Thanks to Celeste Monforton, MPH, DrPH, an assistant research professor at the George Washington University School of Public Health and a regular poster at the popular blog The Pump Handle, we know OSHA's final cranes and derricks regulation will not be published before June 18 – and it probably will be much later than that date. Monforton noted April 6 that a memo signed by Robert J. Biersner, counsel for Safety Standards in the Occupational Safety and Health Division of the Department of Labor Solicitor's Office, gives parties until 11:59 p.m. May 19 to supplement their presentations made at OSHA's public hearing on the proposed standard – a hearing that ended March 20 -- and until 11:59 p.m. June 18 to file comments about the testimony and evidence in the record.

The hearing lasted four days. Monforton, who some stakeholders hope will be named the next OSHA assistant secretary by the Obama administration, worked at OSHA from 1991 to 1995 and worked for MSHA from 1996 to 2001. She called the two-part posthearing comment period unnecessary and unfair to the families of workers who died in crane collapses and members of the Specialized Carriers & Rigging Association who participated in the negotiated rulemaking process to create the proposed standard.

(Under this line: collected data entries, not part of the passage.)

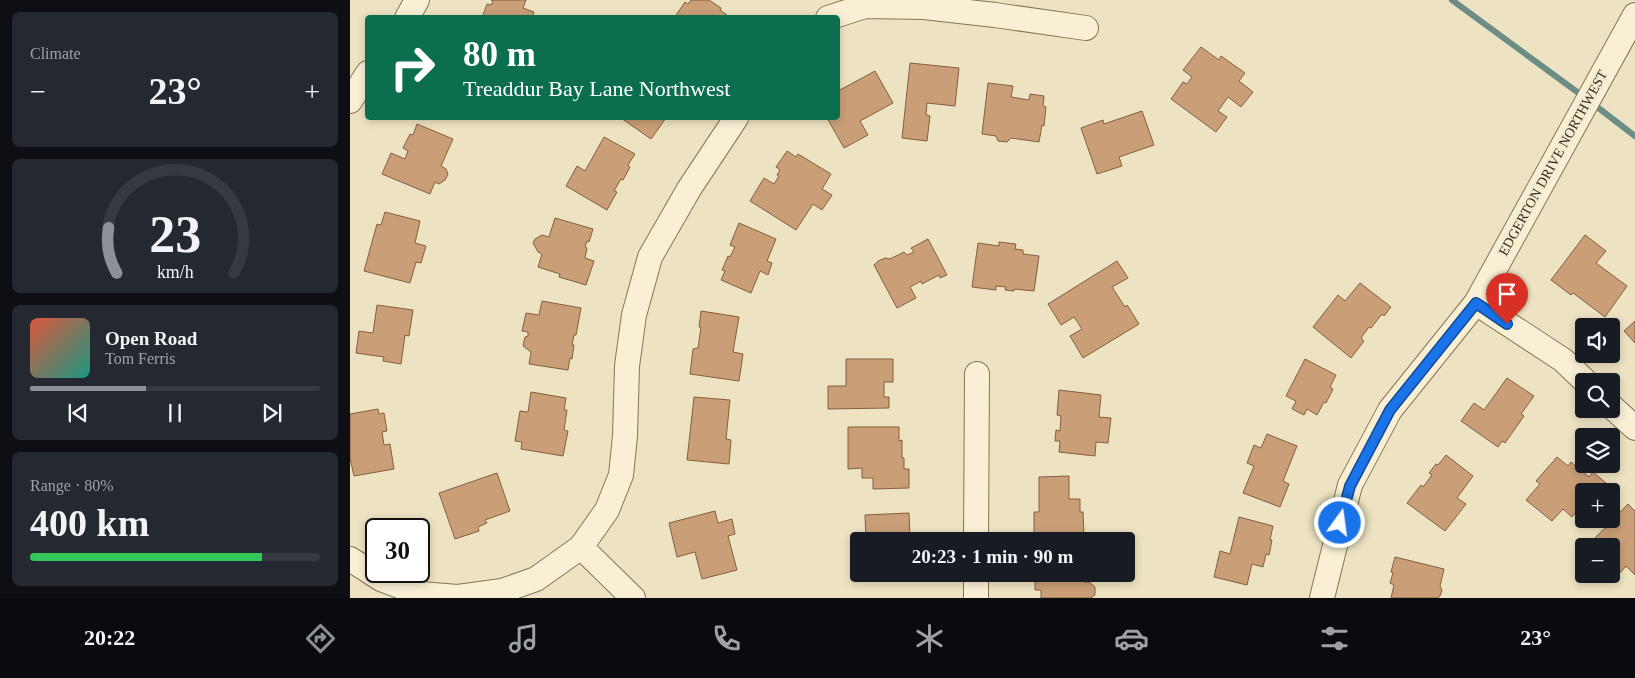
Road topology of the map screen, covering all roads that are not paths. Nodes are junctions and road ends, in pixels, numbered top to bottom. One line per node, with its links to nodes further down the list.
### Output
1 (417, 0): 2 (street)
2 (409, 15)
3 (838, 15): 5 (street)
4 (1635, 15): 9 (street, EDGERTON DRIVE NORTHWEST)
5 (1086, 28)
6 (365, 78): 7 (street)
7 (350, 101)
8 (735, 120): 15 (street)
9 (1476, 303): 10 (street); 20 (street, EDGERTON DRIVE NORTHWEST)
10 (1577, 373)
11 (977, 374): 14 (street)
12 (1620, 414): 13 (street)
13 (1635, 428)
14 (976, 532)
15 (581, 547): 16 (street); 18 (street)
16 (350, 559)
17 (976, 582): 19 (street)
18 (633, 598)
19 (976, 598)
20 (1322, 598)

Her post says "it is up to OSHA leaders to clamour and make the case for fair, but swift comment periods—and to remind the public that there was already a 15-week comment period on this proposed rule (October 9 until January 22.) Now with the post-hearing notice issued last week, another 13 weeks will pass by waiting for the record to close. Will there be that much difference in the type and quality of information submitted to OSHA after 13 weeks compared to 4 weeks or 6 weeks? I doubt it."

The hearing transcript and posthearing submissions will be available in Docket NO. OSHA-2007-0066 at the federal rulemaking Web site.